= YOUR OBJECTIVE =
Output all entries below exactly as they are given.

□ □ □ □ □

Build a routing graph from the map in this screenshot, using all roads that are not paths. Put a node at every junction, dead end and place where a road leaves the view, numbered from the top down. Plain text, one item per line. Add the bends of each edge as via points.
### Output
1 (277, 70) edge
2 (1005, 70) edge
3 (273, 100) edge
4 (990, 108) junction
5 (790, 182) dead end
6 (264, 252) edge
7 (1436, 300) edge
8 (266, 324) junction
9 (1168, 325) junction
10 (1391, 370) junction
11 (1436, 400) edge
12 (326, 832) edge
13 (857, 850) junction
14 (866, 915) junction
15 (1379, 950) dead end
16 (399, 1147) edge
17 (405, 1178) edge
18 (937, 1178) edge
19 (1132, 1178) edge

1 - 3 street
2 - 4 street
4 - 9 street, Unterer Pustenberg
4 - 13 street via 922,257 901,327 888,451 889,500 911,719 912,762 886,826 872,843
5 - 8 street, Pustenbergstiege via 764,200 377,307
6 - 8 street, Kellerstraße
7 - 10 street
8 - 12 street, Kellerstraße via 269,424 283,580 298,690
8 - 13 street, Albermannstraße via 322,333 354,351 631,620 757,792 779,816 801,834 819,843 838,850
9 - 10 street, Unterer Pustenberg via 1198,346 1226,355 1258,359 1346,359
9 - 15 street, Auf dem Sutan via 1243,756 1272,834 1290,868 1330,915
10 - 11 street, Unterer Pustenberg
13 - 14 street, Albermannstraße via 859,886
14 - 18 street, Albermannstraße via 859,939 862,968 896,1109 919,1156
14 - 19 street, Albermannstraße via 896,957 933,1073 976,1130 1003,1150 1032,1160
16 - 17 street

□ □ □ □ □

= SOLUTION FOR THIS EXERCISE =
Build a routing graph from the map in this screenshot, using all roads that are not paths. Put a node at every junction, dead end and place where a road leaves the view, numbered from the top down. Plain text, one item per line. Add the bends of each edge as via points.
### Output
1 (277, 70) edge
2 (1005, 70) edge
3 (273, 100) edge
4 (990, 108) junction
5 (790, 182) dead end
6 (264, 252) edge
7 (1436, 300) edge
8 (266, 324) junction
9 (1168, 325) junction
10 (1391, 370) junction
11 (1436, 400) edge
12 (326, 832) edge
13 (857, 850) junction
14 (866, 915) junction
15 (1379, 950) dead end
16 (399, 1147) edge
17 (405, 1178) edge
18 (937, 1178) edge
19 (1132, 1178) edge

1 - 3 street
2 - 4 street
4 - 9 street, Unterer Pustenberg
4 - 13 street via 922,257 901,327 888,451 889,500 911,719 912,762 886,826 872,843
5 - 8 street, Pustenbergstiege via 764,200 377,307
6 - 8 street, Kellerstraße
7 - 10 street
8 - 12 street, Kellerstraße via 269,424 283,580 298,690
8 - 13 street, Albermannstraße via 322,333 354,351 631,620 757,792 779,816 801,834 819,843 838,850
9 - 10 street, Unterer Pustenberg via 1198,346 1226,355 1258,359 1346,359
9 - 15 street, Auf dem Sutan via 1243,756 1272,834 1290,868 1330,915
10 - 11 street, Unterer Pustenberg
13 - 14 street, Albermannstraße via 859,886
14 - 18 street, Albermannstraße via 859,939 862,968 896,1109 919,1156
14 - 19 street, Albermannstraße via 896,957 933,1073 976,1130 1003,1150 1032,1160
16 - 17 street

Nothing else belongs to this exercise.